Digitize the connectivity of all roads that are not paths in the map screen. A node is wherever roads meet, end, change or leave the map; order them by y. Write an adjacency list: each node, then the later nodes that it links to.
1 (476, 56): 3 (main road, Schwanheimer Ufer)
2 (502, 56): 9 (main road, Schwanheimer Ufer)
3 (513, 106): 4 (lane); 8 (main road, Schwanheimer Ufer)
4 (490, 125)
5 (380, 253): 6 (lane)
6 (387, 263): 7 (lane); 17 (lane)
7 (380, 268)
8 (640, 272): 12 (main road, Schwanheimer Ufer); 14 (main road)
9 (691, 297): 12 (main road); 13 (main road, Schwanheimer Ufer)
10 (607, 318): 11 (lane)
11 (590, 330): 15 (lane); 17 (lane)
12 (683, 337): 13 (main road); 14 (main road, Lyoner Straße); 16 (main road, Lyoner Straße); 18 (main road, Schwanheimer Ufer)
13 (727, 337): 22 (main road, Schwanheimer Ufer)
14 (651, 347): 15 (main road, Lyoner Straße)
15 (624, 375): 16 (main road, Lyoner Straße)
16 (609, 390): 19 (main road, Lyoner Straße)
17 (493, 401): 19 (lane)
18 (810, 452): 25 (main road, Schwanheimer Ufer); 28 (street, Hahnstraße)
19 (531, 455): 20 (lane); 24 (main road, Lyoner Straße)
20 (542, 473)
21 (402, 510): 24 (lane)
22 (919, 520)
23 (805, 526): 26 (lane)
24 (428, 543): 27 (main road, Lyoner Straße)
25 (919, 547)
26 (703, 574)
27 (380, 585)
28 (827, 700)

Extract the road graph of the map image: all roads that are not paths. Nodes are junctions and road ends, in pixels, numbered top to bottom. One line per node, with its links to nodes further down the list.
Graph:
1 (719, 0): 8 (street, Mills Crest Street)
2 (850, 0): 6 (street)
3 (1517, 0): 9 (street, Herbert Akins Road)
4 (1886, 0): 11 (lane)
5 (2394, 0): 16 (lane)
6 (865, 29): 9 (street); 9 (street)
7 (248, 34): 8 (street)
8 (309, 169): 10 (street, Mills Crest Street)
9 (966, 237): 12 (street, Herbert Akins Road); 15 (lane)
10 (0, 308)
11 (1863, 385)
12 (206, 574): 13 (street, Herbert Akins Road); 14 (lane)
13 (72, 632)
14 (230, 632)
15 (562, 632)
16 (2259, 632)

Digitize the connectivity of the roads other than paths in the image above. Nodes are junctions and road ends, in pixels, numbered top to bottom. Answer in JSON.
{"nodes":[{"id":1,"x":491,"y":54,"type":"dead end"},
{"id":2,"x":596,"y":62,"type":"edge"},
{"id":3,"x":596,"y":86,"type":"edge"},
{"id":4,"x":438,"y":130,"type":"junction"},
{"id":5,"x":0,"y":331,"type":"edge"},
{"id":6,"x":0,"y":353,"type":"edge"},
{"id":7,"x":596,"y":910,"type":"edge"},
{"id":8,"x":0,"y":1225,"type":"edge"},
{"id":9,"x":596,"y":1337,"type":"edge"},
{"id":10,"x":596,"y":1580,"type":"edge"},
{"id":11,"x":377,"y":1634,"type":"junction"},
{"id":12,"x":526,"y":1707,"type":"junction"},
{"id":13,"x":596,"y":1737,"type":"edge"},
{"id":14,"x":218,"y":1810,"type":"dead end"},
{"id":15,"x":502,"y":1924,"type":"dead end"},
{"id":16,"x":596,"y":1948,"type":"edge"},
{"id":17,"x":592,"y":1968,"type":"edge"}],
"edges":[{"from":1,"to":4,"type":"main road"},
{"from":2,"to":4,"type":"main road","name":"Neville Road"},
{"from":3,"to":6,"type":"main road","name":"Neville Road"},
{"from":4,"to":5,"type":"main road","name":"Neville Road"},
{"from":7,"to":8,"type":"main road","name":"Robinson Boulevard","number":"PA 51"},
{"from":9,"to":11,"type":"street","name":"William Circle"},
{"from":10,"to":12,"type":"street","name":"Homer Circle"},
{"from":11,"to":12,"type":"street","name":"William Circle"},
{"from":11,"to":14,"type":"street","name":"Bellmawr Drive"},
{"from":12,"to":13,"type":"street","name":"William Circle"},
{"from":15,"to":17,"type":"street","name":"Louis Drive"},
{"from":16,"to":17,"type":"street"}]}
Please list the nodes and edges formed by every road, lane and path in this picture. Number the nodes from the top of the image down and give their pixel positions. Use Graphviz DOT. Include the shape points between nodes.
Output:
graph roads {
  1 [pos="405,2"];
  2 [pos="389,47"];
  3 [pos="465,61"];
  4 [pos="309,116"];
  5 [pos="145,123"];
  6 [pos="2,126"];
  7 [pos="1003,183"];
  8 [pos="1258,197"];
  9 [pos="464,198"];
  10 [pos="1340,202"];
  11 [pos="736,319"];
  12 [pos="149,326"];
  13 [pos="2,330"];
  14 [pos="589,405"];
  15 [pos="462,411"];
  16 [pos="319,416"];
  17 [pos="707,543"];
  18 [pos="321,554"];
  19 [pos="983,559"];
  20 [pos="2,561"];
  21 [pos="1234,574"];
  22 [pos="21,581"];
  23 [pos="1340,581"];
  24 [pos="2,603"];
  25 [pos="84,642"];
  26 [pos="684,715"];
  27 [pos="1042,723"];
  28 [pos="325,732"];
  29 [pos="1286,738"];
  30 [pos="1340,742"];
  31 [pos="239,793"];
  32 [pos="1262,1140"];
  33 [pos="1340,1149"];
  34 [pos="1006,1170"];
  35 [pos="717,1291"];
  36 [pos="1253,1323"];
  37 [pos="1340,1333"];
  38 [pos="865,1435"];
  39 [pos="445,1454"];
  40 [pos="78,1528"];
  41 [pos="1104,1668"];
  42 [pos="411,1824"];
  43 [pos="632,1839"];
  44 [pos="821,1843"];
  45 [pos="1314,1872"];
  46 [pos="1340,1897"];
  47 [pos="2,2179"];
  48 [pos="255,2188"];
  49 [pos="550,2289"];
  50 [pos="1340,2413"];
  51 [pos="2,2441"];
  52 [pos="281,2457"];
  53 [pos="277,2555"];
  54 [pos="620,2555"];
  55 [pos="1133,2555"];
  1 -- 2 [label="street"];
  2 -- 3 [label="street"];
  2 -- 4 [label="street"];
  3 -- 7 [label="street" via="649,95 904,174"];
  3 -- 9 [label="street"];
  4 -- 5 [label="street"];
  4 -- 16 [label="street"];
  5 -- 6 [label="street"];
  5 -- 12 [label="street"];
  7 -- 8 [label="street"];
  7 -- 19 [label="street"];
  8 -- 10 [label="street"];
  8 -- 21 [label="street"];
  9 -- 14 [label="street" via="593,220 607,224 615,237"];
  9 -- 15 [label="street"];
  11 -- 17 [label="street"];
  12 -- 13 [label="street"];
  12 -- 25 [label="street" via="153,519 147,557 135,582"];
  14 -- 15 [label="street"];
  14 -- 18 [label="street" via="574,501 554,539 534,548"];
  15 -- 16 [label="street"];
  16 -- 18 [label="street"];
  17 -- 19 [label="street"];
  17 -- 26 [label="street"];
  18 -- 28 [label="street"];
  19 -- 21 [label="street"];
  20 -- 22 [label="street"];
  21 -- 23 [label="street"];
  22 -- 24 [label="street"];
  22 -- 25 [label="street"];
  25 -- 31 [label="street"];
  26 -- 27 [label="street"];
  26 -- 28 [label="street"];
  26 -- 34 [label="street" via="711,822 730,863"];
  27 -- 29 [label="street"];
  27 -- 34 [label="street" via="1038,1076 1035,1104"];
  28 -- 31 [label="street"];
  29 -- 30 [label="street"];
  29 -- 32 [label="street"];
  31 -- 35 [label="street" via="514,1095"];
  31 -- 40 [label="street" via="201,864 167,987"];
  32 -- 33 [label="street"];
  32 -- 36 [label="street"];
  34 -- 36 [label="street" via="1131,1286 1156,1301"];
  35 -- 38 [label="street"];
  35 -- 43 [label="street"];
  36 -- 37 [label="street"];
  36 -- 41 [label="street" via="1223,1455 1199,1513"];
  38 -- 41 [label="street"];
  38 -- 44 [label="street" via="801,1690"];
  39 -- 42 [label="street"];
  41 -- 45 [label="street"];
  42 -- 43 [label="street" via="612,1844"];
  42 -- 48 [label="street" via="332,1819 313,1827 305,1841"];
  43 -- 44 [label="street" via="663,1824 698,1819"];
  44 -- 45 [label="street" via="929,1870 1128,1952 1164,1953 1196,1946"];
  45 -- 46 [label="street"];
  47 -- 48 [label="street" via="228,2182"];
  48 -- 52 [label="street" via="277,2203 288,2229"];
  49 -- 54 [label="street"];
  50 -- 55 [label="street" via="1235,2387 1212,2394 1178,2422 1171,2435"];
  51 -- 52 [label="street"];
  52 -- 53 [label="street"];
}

◆ **What to work on**:
Once a line of the records is found to contain "William", copy it out.

◆ **Written answer**:
{"from":9,"to":11,"type":"street","name":"William Circle"},
{"from":11,"to":12,"type":"street","name":"William Circle"},
{"from":12,"to":13,"type":"street","name":"William Circle"},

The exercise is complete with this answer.